'The people of the North are the North'

Harper's Arctic approach an insult, Dion says

By JIM BELL

Liberal leader Stéphane Dion slammed Stephen Harper's northern policies last weekend, saying the Tory prime minister's approach to Arctic issues is an insult to the people of the North.

Dion who campaigned in Iqaluit with Liberal candidate Kirt Ejesiak on Oct. 4 and Oct. 5, took particular aim at the oft-quoted phrase that Harper uses to explain his government's approach to Canada's sovereignty in the Arctic: "use it or lose it."

Dion says it reveals that Harper doesn't understand how Arctic people, especially the Inuit, see themselves.

"How can you lose something when you are that thing? The people of the North are the North," Dion told reporters at a press conference held this past Sunday morning at the end of the Iqaluit breakwater.

And instead of focusing only on military action, Dion said a Liberal government would focus on a long list of social, economic and diplomatic measures.

To that that end, he promised the following:

  • a revival of the Kelowna accord;
  • implementation of the Inuit partnership accord, a deal the previous Liberal government signed with Inuit Tapriit Kanatami in 2005;
  • more support for aboriginal languages;
  • a plan to forgive the student loans owed by doctors and nurses who agree to work in northern locations;
  • more bursaries for northern students;
  • more money for literacy and housing;
  • an increase in the value of the northern residents tax deduction from $6,000 to $7,000;
  • $25 million to complete a stalled small craft harbour construction program in Nunavut;
  • a strategy to protect women against violence, rehabiliate offenders and help victims of violence;
  • new fixed-wing rescue aircraft, to be based in the North;
  • completion of the mapping of the Arctic seabed;
  • a reinstatement of the circumpolar affairs ambassador position;
  • an aggressive diplomatic approach on sovereignty that would include upgraded participation in the eight-nation Arctic Council.

On the last point, Dion praised the work of Lloyd Axworthy, the ex-minister of foreign affairs who chaired the Arctic Council's first ministerial meeting in Iqaluit in 1998.

"The Arctic Council is the means by which Canada will show that we will have international law in the Arctic," Dion said.

At a Liberal event Oct. 4, Ejesiak repeated the five-point plan that he's campaigning on in Nunavut.

That plan empasizes the following:

  • education and job training linked to economic development;
  • more work on building social housing and relieving poverty;
  • better daycare for Nunavut as part of a national daycare plan;
  • better health care, especially for elders;
  • better environmental protection.

On the environment, Ejesiak and Dion once again defended the Liberal Party's Green Shift carbon tax plan as the best way to encourage the conservation of carbon-emitting fossil fuels.

And Ejesiak again pointed to the tax benefits that a tax shift would bring to Nunavut residents.
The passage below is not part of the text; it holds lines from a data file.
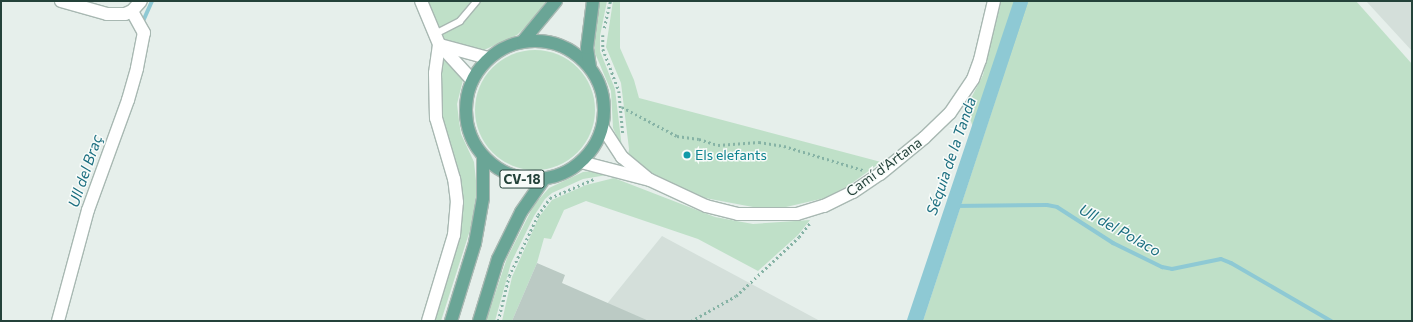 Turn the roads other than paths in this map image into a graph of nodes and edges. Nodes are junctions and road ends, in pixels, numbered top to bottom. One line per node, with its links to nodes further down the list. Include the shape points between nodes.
1 (61, 1): 8 (street, via 107,14)
2 (142, 1): 8 (street)
3 (422, 1): 9 (street)
4 (477, 1): 9 (lane, via 460,21)
5 (556, 1): 10 (main road)
6 (593, 1): 12 (main road, CV-18, via 587,48)
7 (994, 1): 18 (street, Camí d'Artana, via 980,60 972,79 950,113 880,174 853,192 824,206 797,214 738,214 706,206)
8 (132, 11): 19 (street, via 144,33 137,68 88,210)
9 (437, 39): 11 (street); 13 (street); 20 (street, via 436,118 454,179 457,202 454,235)
10 (523, 41): 11 (main road, CV-18, via 504,47); 12 (main road, CV-18, via 548,41 572,50)
11 (488, 58): 13 (main road, CV-18)
12 (590, 67): 14 (main road, CV-18, via 604,96)
13 (472, 80): 15 (main road, CV-18, via 465,106 469,134)
14 (603, 128): 16 (main road, CV-18, via 595,147); 18 (street, Camí d'Artana, via 622,157)
15 (483, 157): 17 (main road, CV-18, via 500,171 514,176); 21 (main road, CV-18, via 483,198 475,243)
16 (581, 162): 17 (main road, CV-18, via 564,174); 18 (street, Camí d'Artana)
17 (544, 179): 22 (main road, CV-18, via 521,212 498,259)
18 (650, 180)
19 (58, 321)
20 (428, 321)
21 (450, 321)
22 (479, 321) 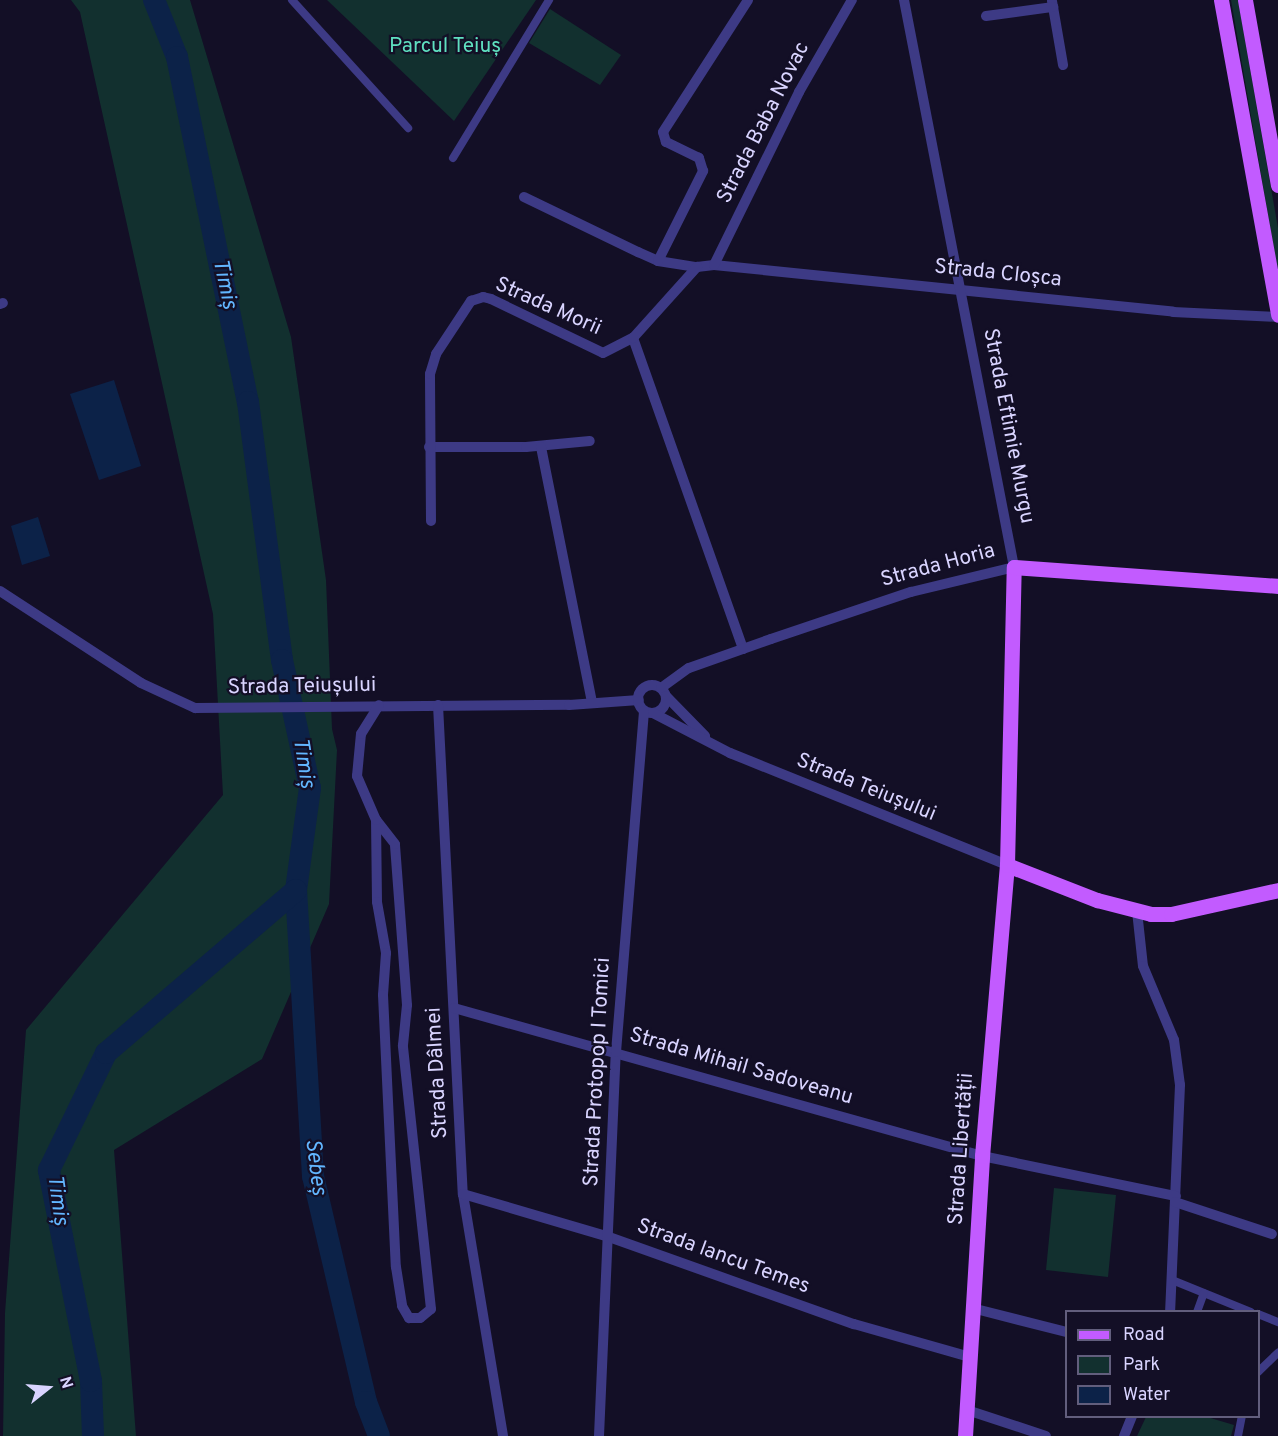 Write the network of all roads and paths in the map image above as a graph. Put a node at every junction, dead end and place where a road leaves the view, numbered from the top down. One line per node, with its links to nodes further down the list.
1 (292, 0): 11 (street)
2 (549, 0): 12 (street)
3 (748, 0): 15 (street)
4 (852, 0): 16 (street, Strada Baba Novac)
5 (904, 0): 18 (street, Strada Eftimie Murgu)
6 (1221, 0): 19 (main road)
7 (1245, 0): 13 (main road)
8 (1052, 3): 9 (street); 10 (street)
9 (986, 16)
10 (1063, 65)
11 (408, 128)
12 (453, 158)
13 (1278, 185)
14 (524, 197): 15 (street)
15 (658, 261): 17 (street)
16 (714, 265): 17 (street); 18 (street, Strada Cloșca)
17 (697, 267): 20 (street, Strada Morii)
18 (959, 289): 19 (street, Strada Cloșca); 25 (street, Strada Eftimie Murgu)
19 (1278, 316)
20 (633, 338): 22 (street, Strada Morii); 28 (street)
21 (590, 441): 23 (street)
22 (429, 447): 23 (street); 24 (street, Strada Morii)
23 (541, 447): 31 (street)
24 (431, 521)
25 (1014, 567): 26 (main road, Strada Horia); 28 (street, Strada Horia); 37 (main road, Strada Eftimie Murgu)
26 (1278, 586)
27 (0, 591): 32 (street, Strada Teiușului)
28 (743, 649): 29 (street, Strada Horia)
29 (663, 692): 30 (street); 34 (street); 35 (street, Strada Teiușului)
30 (639, 700): 31 (street, Strada Teiușului); 34 (street)
31 (592, 704): 33 (street, Strada Teiușului)
32 (379, 705): 33 (street, Strada Teiușului); 36 (street)
33 (438, 705): 40 (street, Strada Dâlmei)
34 (649, 712): 35 (street, Strada Teiușului); 41 (street, Strada Protopop I Tomici)
35 (711, 743): 37 (street, Strada Teiușului)
36 (376, 820): 36 (street)
37 (1007, 865): 39 (main road); 42 (main road, Strada Libertății)
38 (1278, 890): 39 (main road)
39 (1137, 911): 44 (street)
40 (454, 1008): 41 (street, Strada Mihail Sadoveanu); 43 (street, Strada Dâlmei)
41 (616, 1052): 42 (street, Strada Mihail Sadoveanu); 46 (street, Strada Protopop I Tomici)
42 (982, 1156): 44 (street, Strada Mihail Sadoveanu); 49 (main road, Strada Libertății)
43 (463, 1194): 46 (street, Strada Iancu Temes); 62 (street, Strada Dâlmei)
44 (1176, 1199): 45 (street, Strada Mihail Sadoveanu); 47 (street)
45 (1275, 1235)
46 (609, 1236): 57 (street, Strada Iancu Temes); 63 (street, Strada Protopop I Tomici)
47 (1172, 1280): 48 (street); 50 (street)
48 (1204, 1293): 51 (street); 52 (street)
49 (972, 1308): 55 (street); 57 (main road, Strada Libertății)
50 (1170, 1310)
51 (1197, 1310)
52 (1248, 1310)
53 (1260, 1315): 54 (street)
54 (1278, 1322)
55 (1065, 1332)
56 (1278, 1353): 58 (street)
57 (970, 1357): 59 (main road, Strada Libertății)
58 (1260, 1370)
59 (967, 1410): 64 (main road, Strada Libertății); 65 (street)
60 (1131, 1418): 66 (street)
61 (1242, 1418): 67 (street)
62 (502, 1436)
63 (599, 1436)
64 (966, 1436)
65 (1046, 1436)
66 (1124, 1436)
67 (1238, 1436)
"I'll say it again. I said it last time. The carbon tax is something that will bring tax cuts into Nunavut," Ejesiak said.

"We encourage local residents to sift through all the misinformation and fearmongering, because the Green Shift to us will be more money back for people and families, more money back for people living in poverty," Ejesiak said.

And Dion attacked the Conservative approach to climate change, saying it's a plan "to do nothing."

"It's a false plan, according to all the experts who looked at it," Dion said.

He also took a swipe at NDP leader Jack Layton, whose party is now campaigning to replace the Liberals as the official opposition.

"The only way to replace Stephen Harper is to have the Liberals and myself as the prime minister and the government," Dion said.

And he criticized an NDP proposal to increase taxes on corporations, calling it a "job-killer."

"With Mr. Layton, we share a lot of values – but he is playing with monopoly money," Dion said.